Market Data
Market Trends
3 Trends for 2015
Raymond Torto, Harvard
University lecturer and recently retired CBRE global chief economist, and
Douglas Poutasse, executive vice president and head of strategy and research at
Bentall Kennedy, cited three positive real estate trends in their remarks at
the Counselors of Real Estate annual convention in Boston last fall.
- Foreign investors continue to look favorably at the U.S. “They are taking a longer view, more than the
traditional five-to-seven year outlook,” said Torto.
- Workforce housing is both a need and a driver in many markets,
according to Poutasse. Both he and Torto cited examples of affordable housing
built near medical centers such as the Cleveland Clinic in Cleveland, Ohio, and
near the tech industry in Austin, Texas, as key to driving real estate growth
in those markets. In particular, today’s workers look for housing that eliminates or reduces commute time —
opening up new potential locations for new condo and multifamily development.
- Secondary cities with direct flights to major cities are prime
candidates for growth, according to Torto. “International airports bring in capital,” he said, explaining that foreign investors are
more likely to invest in cities they can easily reach by air.
2015 Property Snapshots
With the capital markets
back at 2006 levels and a growing economy, Cassidy Turley’s U.S. property market forecast portends healthy
times ahead for the major property sectors. Multifamily: While vacancy rose in
3Q14 for the first time in this cycle, demand remains strong from 85 million
echo boomers in the market. However, the delivery of 443,000 new apartment
units in the next couple of years will push up vacancy to “5.3 percent by the end of 2016, and rent growth
will soften to 2 percent during this period.” Industrial: “Ecommerce fulfillment centers have accounted for 45 percent of the
industrial market’s net
absorption since 2011. … In
terms of demand, the industrial sector will flirt with record-setting territory
in 2015 and vacancy will drop below 7.5 percent by year-end. Industrial rents
will soar next year.”
Office: “Strengthening
job trends indicate that pent-up demand is rising beneath the surface. … Most firms have outgrown their current space.

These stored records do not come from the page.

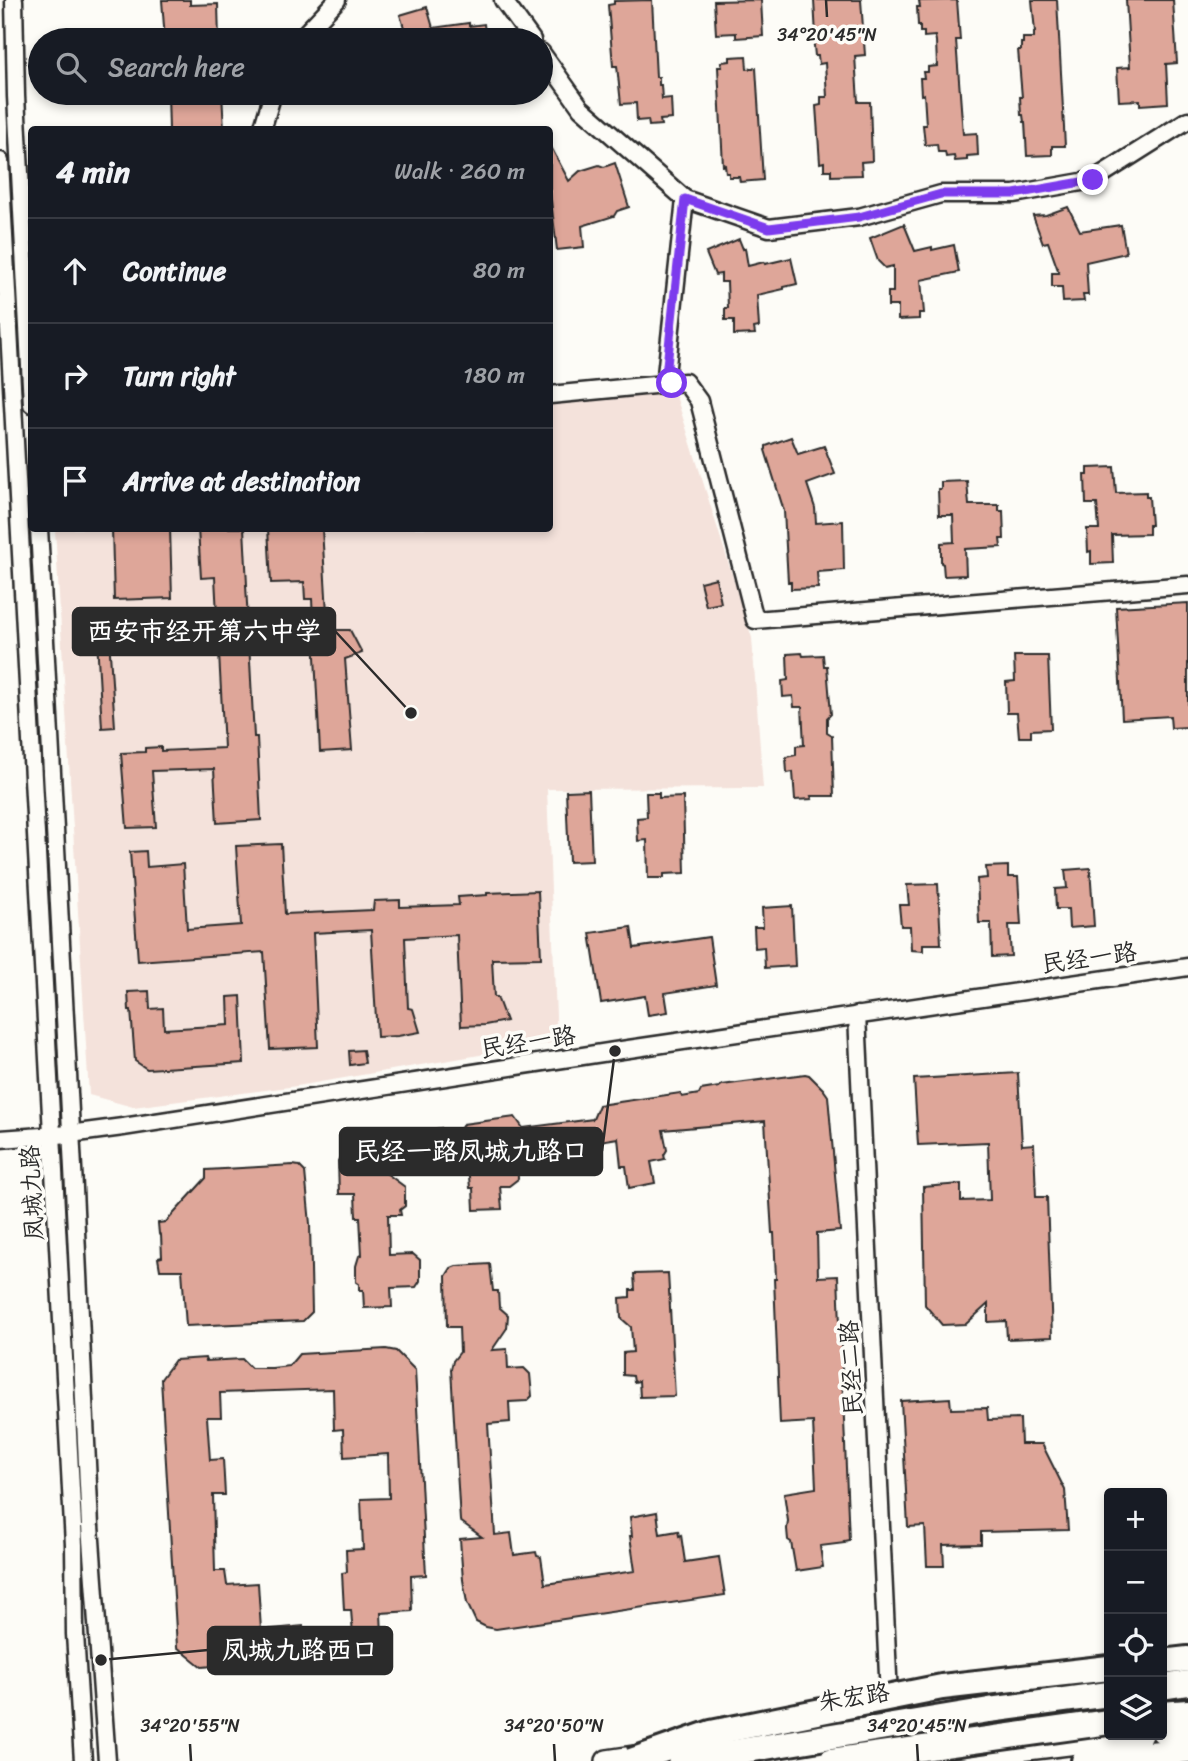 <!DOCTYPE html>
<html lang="en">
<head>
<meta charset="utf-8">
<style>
	:root { --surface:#171b24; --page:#20242c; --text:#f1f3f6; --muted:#9ea1a6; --line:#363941 }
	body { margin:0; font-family:Sriracha,"LXGW WenKai TC",sans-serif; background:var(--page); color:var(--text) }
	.controls { position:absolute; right:21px; bottom:21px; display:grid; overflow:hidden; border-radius:7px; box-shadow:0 4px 10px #0003 }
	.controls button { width:63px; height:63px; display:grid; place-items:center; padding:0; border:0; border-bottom:2px solid var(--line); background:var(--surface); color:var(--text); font:35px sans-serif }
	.stop { position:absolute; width:21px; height:21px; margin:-16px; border:5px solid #7c3aed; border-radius:50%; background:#fff }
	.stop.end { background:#7c3aed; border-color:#fff; box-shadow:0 2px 7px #0008 }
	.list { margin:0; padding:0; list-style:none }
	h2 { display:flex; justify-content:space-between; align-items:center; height:91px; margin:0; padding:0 28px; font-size:30px }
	h2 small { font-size:23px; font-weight:400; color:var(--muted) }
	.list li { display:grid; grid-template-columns:46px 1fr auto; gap:21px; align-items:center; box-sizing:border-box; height:105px; padding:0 28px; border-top:2px solid var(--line) }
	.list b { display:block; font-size:26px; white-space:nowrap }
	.list em { font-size:23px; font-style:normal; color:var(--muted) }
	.icon { flex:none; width:38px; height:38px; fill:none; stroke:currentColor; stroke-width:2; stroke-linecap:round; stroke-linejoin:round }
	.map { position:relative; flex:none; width:1188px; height:1761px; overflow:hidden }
	.search { position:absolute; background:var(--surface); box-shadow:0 4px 10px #0003; left:28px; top:28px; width:525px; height:77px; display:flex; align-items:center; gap:18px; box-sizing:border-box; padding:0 24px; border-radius:38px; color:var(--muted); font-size:26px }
	.panel { position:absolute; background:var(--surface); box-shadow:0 4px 10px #0003; left:28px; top:126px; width:525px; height:406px; border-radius:7px }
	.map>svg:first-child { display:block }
	.built { fill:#f4e2db }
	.building { fill:#dea699; stroke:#2b2b2b; stroke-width:2 }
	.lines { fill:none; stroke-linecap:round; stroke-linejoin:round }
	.minor-casing { stroke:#2b2b2b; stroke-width:21 }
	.major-casing { stroke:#2b2b2b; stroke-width:26 }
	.highway-casing { stroke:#2b2b2b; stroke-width:30 }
	.minor { stroke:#fdfcf7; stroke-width:16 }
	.major { stroke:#fdfcf7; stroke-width:21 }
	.highway { stroke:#fdfcf7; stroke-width:24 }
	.highway-bridge-casing { stroke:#2b2b2b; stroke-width:30; stroke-linecap:butt }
	.highway-bridge { stroke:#fdfcf7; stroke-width:24 }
	.route { stroke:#7c3aed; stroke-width:9 }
	.ticks { fill:none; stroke:#2b2b2b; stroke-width:2.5 }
	.labels { text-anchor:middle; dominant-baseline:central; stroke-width:7; stroke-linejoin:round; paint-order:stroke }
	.street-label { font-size:24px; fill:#2b2b2b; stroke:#fdfcf7 }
	.ticks-label { font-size:18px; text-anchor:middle; fill:#2b2b2b; stroke:#fdfcf7; stroke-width:7; stroke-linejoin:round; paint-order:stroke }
	.leader { fill:none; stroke:#2b2b2b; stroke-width:2.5 }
	.callout-dot { fill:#2b2b2b; stroke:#fdfcf7; stroke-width:2.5 }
	.callout { fill:#2b2b2b; stroke:#2b2b2b; stroke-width:2.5 }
	.callout-label { font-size:26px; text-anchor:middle; font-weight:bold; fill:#fff }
</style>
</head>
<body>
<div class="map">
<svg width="1188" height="1761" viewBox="0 0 1188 1761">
	<rect width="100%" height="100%" fill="#fdfcf7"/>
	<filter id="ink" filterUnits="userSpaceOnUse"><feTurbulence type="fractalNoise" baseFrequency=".0143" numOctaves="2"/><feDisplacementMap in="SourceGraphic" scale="14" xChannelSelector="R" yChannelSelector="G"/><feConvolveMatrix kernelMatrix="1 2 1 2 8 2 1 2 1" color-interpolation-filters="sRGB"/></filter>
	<g filter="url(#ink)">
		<!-- built -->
		<path class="built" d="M672 383 752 638 763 788 547 789 557 1042 297 1086 133 1107 89 1095 55 529 550 528V397Z"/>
		<!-- building -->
		<g class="building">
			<path d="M162 0H190V5L218 4 219 40H165Z"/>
			<path d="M652 0 656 77H659V85H661L662 99 671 98 672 119 660 120 661 125 649 126 648 120 637 121 636 103 621 104 617 66H613L608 5 614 4V1Z"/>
			<path d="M761 0 763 36 736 38V33L716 34 714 1Z"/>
			<path d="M814 0H861L865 55 855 56 858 102H870L872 161 861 162 862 175 831 176V170H824V162L820 163 816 106 821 105V97H827L825 63 819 64 818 56H815L813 36H816Z"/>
			<path d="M957 0 960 40H956L963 134 977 133 978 155 967 156V160L955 161 954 156 946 157 945 152H938L937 144 925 145 923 125H926L924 94 921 95 920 78H924L923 72H928V67L937 66 936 41 935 36 924 37V32H920V25H918L917 7H920L919 1Z"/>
			<path d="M1032 0H1057L1065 146H1052V155L1027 156 1025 122H1024L1023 115H1021L1020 97H1022L1018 50H1021V43H1023V38H1034V32H1035Z"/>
			<path d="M1126 0H1173L1177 63 1166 64 1168 103 1140 105V100L1119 101 1117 68 1130 67Z"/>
			<path d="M427 7 433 28 469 23V26L484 24 486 40H408L400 15Z"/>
			<path d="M746 56 747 69 756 68 763 180 740 182 739 177H729V173H726L725 165 723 166 718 67H722L721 62 730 61V57Z"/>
			<path d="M168 93H222L224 130H169Z"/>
			<path d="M550 145 569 181 580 171 599 165 604 167 615 163 629 207 617 211 614 216 582 226 584 247 557 250 550 191Z"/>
			<path d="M1068 207 1080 231 1121 225 1126 253 1086 262 1088 295H1083L1084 301 1063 302 1062 287H1052V273H1059L1048 242 1043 243 1033 216 1046 215Z"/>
			<path d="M904 224 915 251 932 247V250L954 245 959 272 921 280 924 313H919V319L898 320V306H888V292H893V266L885 268 878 261 870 238Z"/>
			<path d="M739 239 743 249 745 248 748 266 764 262 765 264 791 258 797 284 784 287V289L757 295 759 327 754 328 755 334 734 335V320H725V308H728L727 282H721V274L715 275 706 253Z"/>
			<path d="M791 437 798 454 824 446 835 474 807 484 815 508 816 523 843 521 844 570 817 572 818 588 791 589V582H788L784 511 765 450 766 449V446Z"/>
			<path d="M1114 467 1116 493 1146 492V497H1149L1151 525H1149V534L1112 535 1113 563 1091 564V551L1088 552 1087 529H1099L1097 504H1086L1085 475H1088V468Z"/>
			<path d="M967 481 969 505H999V511H1003L1004 539H1000L1001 547 965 549 966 575 944 576 943 564 941 563V543L954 542 953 515H939L938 489H941V482Z"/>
			<path d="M112 528H170L172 598 114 600Z"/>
			<path d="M198 528H244L247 585H246L254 737H257L261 820 217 823 214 769 152 771 156 827 127 828 121 753 145 752V748L161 747V751L224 748 215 577 201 578Z"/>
			<path d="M268 528H322L328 630H350L362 653 345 659 352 750 320 752 312 599H305L304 582 271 583Z"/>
			<path d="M716 578 721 603 706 606 700 582Z"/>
			<path d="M1188 603V727L1171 728 1170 716 1122 719 1116 607Z"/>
			<path d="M109 638 115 727 102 728 97 639Z"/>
			<path d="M802 653 803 656 823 655 824 666H827L831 714 827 718V733L832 736 834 796H811L812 799 795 800 793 772 787 773 786 757 796 755V746L804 745 802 707H794L793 696 783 697 782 681 788 680 787 654Z"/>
			<path d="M1014 656H1048L1051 729 1031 730V737H1019L1017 713H1007L1006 682 1015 681Z"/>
			<path d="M589 790 592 861 569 862 566 791Z"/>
			<path d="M646 793H659V798L683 797 685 873 664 874V878H648L647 840 638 841 637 818 647 817Z"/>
			<path d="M281 844 285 914 373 910 374 901 400 900V907L459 905 458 897 487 895V893L538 891 541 958 492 959 494 997H497L506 1021 485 1025 461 1026 457 935 405 938 408 1008 413 1009 420 1032 398 1036 377 1037 371 930 313 933 318 1047 270 1049 264 952 138 961 130 852 146 851 147 867 183 864 187 929 241 925 236 846Z"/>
			<path d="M1008 866V877H1018L1021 925H1009L1011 956 992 957 991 923H979L977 879 987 878 986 867Z"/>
			<path d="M1090 868 1094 926 1069 928 1068 909H1056L1055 889 1067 888 1065 870Z"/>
			<path d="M938 884 941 944H923V951L911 950 910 926H901L899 905H909L907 885Z"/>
			<path d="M792 906 795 966 765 968 764 947 755 948 754 927H763L762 908Z"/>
			<path d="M631 927 634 948 709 937 716 985 665 993 668 1012 648 1015 645 996 601 1003 590 933Z"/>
			<path d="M149 991 150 1009 163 1008 164 1029 229 1025 228 997 241 996 244 1063 147 1069 135 1061 131 1010H129L128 992Z"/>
			<path d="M363 1050 365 1063 350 1065 349 1051Z"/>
			<path d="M1018 1073 1022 1145 1034 1144 1036 1197H1047L1052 1337 1007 1339 1006 1321 988 1322V1304L966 1324 942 1325 925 1305 923 1187 961 1184V1201L990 1200 988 1142 918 1145 914 1079Z"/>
			<path d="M805 1074 809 1075 823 1089 828 1096 840 1231 817 1233 818 1277 838 1276 849 1540 844 1541 845 1543 820 1546 823 1567 796 1571 791 1542 788 1540 787 1529 788 1521 784 1493 816 1488 813 1422 780 1424 774 1279H776L774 1233H772L765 1121 663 1130 667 1150 664 1155 665 1159 651 1162 655 1183 629 1188 626 1166H621L618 1138 552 1149 517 1152 518 1179 509 1186H500L502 1209 474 1210 473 1188H470L468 1165 382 1170 405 1187V1206L400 1210 401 1215H388L389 1255 413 1254 420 1260V1281L416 1287 391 1288 392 1307 364 1308 363 1290H359V1284L356 1282V1266L359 1256 362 1255 360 1217H356L355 1194H339L338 1161 346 1146 358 1142 424 1132V1131L441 1128V1132L460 1130 463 1124 515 1117 523 1128 593 1119 599 1105 680 1093 682 1097 699 1094 701 1090 719 1087 722 1085Z"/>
			<path d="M293 1165 299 1166 305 1172 310 1224 312 1312 303 1321 186 1326 182 1270H160L158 1258 162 1257 161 1235 159 1234 158 1223 166 1222 206 1178V1170Z"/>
			<path d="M490 1264 493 1291H498L499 1307 508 1315 507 1328 492 1350 507 1349 508 1369 524 1368 530 1374 532 1396 527 1401 509 1402 510 1422 488 1424 495 1535 511 1533 514 1555 536 1552 537 1556 541 1557 545 1584 635 1571 630 1536H632L630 1517 657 1512 660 1534 678 1531 679 1536 681 1535 685 1562 719 1557 725 1595 496 1629 486 1627 476 1622 467 1603 463 1580 460 1539 482 1537 460 1521 451 1369 453 1361 460 1352 459 1327H447L446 1276 451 1268 456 1266Z"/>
			<path d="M668 1273 675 1396 640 1397 639 1381 634 1382 633 1376 623 1375V1353L633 1352 631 1327 621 1318 620 1298 630 1297V1290H635L634 1274Z"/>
			<path d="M386 1349 396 1351 415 1370 426 1575 411 1576 412 1611 381 1613 382 1634 353 1635 351 1610H344L342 1573 347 1572 346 1550 363 1549 361 1499 389 1498 388 1454 344 1457 343 1429 334 1430 333 1389 220 1393 221 1417H207L210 1460 223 1459 225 1495H213L215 1571H225L227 1585 258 1583 261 1630 303 1626 305 1657 239 1663 238 1657 212 1658 213 1666 202 1667 177 1647 161 1379 175 1360 205 1358 206 1361 242 1359 251 1368H272L289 1366 299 1354Z"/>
			<path d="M950 1398 951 1409 987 1408 988 1420 1020 1419 1021 1444H1042L1065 1490 1068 1530 981 1532V1544L943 1545 944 1566H927L925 1526 908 1527 901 1401Z"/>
		</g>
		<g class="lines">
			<defs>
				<g id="minor">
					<path d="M14 0 16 96 32 404"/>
					<path d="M503 0 532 40"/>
					<path d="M299 40 337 0"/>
					<path d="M541 52 581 108 685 199 769 228 859 217 941 194H1014L1093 180 1188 120"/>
					<path d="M262 130 273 93"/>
					<path d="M0 161 74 1545 75 1634 83 1761"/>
					<path d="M665 384 685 199"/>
					<path d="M550 395 685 382 699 401 755 620 1188 585"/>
					<path d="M39 528 73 1168 90 1526 107 1761"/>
					<path d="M857 1015 890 1718 877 1761"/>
					<path d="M0 1139 70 1134 123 1127 615 1051 1188 967"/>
				</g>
				<g id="major">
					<path d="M1162 1732 1188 1730"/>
					<path d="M607 1761 647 1755"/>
					<path d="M930 1761 1142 1735"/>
				</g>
				<g id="highway">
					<path d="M1162 1662 1188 1659"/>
					<path d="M1162 1687 1188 1683"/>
					<path d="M1162 1714 1188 1712"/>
					<path d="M1084 1761 1188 1750"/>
				</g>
			</defs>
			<!-- minor casing -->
			<use href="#minor" class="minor-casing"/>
			<!-- major casing -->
			<use href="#major" class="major-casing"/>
			<!-- highway casing -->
			<use href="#highway" class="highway-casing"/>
			<!-- minor -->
			<use href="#minor" class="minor"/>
			<!-- major -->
			<use href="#major" class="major"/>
			<!-- highway -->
			<use href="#highway" class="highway"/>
			<defs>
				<g id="highway-bridge">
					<path d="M631 1761 711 1733 942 1687 1109 1668"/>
					<path d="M681 1761 989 1710 1109 1694"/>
					<path d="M831 1761 1109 1722"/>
				</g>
			</defs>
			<!-- highway-bridge casing -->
			<use href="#highway-bridge" class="highway-bridge-casing"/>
			<!-- highway-bridge -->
			<use href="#highway-bridge" class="highway-bridge"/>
		</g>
	</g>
	<g class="lines" filter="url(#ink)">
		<!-- route -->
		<path class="route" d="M672 383 665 384 685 199 769 228 859 217 941 194H1014L1093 180"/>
	</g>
	<!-- ticks -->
	<path class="ticks" d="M826 0 827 17M190 1744 191 1761M554 1744 555 1761M917 1744 918 1761"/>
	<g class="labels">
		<!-- street labels -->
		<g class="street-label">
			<text transform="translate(1089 958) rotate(-8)">民经一路</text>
			<text transform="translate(528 1042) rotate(-9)">民经一路</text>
			<text transform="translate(32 1193) rotate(-93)">凤城九路</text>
			<text transform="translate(851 1368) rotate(-93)">民经二路</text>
			<text transform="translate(854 1697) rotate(-9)">朱宏路</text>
		</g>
	</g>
	<g class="ticks-label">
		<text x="827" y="41">34°20'45"N</text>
		<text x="190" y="1732">34°20'55"N</text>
		<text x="554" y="1732">34°20'50"N</text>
		<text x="917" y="1732">34°20'45"N</text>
	</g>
	<!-- callouts -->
	<path class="leader" d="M411 713L335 631M615 1051L602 1151M101 1660L208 1650"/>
	<g class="callout-dot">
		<circle cx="411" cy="713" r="7"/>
		<circle cx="615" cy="1051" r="7"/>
		<circle cx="101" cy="1660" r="7"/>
	</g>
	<g class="callout">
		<rect x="73" y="608" width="262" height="47" rx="7"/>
		<rect x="340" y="1128" width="262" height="47" rx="7"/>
		<rect x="208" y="1627" width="184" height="47" rx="7"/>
	</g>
	<g class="callout-label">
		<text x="204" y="640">西安市经开第六中学</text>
		<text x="471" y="1160">民经一路凤城九路口</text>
		<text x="300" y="1659">凤城九路西口</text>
	</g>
</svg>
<div class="controls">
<button>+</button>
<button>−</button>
<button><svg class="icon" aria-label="locate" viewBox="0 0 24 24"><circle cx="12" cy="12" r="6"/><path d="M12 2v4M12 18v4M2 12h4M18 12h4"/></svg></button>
<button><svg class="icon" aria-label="layers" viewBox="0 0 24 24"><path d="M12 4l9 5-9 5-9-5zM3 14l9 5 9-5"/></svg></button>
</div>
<div class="stop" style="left:672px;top:383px"></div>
<div class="stop end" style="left:1093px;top:180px"></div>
<div class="search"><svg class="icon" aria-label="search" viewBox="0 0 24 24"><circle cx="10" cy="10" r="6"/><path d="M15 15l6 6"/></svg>Search here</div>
<section class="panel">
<h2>4 min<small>Walk · 260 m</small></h2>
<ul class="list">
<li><svg class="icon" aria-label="ahead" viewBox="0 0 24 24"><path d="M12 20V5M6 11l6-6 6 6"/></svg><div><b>Continue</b></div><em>80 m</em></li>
<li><svg class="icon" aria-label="right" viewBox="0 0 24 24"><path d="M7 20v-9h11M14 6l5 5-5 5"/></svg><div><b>Turn right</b></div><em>180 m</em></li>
<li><svg class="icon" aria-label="arrive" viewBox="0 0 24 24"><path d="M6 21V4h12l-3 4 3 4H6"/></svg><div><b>Arrive at destination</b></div></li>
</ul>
</section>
</div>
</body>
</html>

This, in combination with the stronger job numbers, leads us to believe that
net absorption will go from modest to robust in 2015.” Retail: “To characterize the retail sector as weak would be inaccurate; it is simply
all over the map. Retail will remain a tale of multiple stories with one
general theme: the closer to the core of the city, the better the retailer will
perform.”
Briefly Noted
Hotel — New York, Houston,
Washington, D.C., Los Angeles, and Miami top the lodging pipeline as of 3Q14,
according to Lodging Econometrics, with Houston showing the largest YOY
increase in rooms at 41 percent, followed by Miami at 38 percent. The pipeline includes
projects in the early planning stages, scheduled in the next 12 months, and
those already under construction. Projects under construction have increased
the most in the past year, up 50 percent YOY, as developers take advantage of
near-perfect conditions for new supply.
Industrial — Warehouse
remains the top investment and development property choice of Emerging Trends
in Real Estate 2015 survey respondents, according to the report. Favored cities
include Nashville, Tenn., St. Louis, Charlotte, N.C., and Louisville, Ky., because
“you
can build industrial in these markets and get good returns.”
Multifamily — Vacancy
rates are expected to reach 4.3 percent by 4Q15 up from 4.0 in 2014, according
to Laurence Yun, National Association of Realtors’ chief economist. Areas with the lowest multifamily
vacancy rates currently are Orange County, Calif., and Sacramento, Calif., at
2.2 percent; Providence, R.I., and New Haven, Conn., at 2.3 percent; and
Hartford, Conn., at 2.5 percent. Still considered a landlord’s market, apartment rents should rise 4.0 percent
in 2014 and 4.1 percent in 2015.
Office — Eight msf of
medical office space was brought on line in 2014, up from approximately 6 msf
in 2013, according to Marcus & Millichap. While newer properties capture
new tenant demand, older buildings remain popular, particularly those built in
the 1990s, which average 8.7 percent vacancy, compared with a national average
of 9.9 percent. Pre-1990s properties’ vacancy is “more
likely to soften further in years to come amid ongoing healthcare industry
consolidation and accelerating physician retirements.”
Retail — Retailers are
converting bricks-and-mortar stores to concept stores, blending physical
inventory, online access, and experiential retailing, according to the Deloitte’s 2015 Commercial Real Estate Outlook. This
translates into increased technology demands from retail tenants, as they
redesign to meet the technology needs of today’s customer.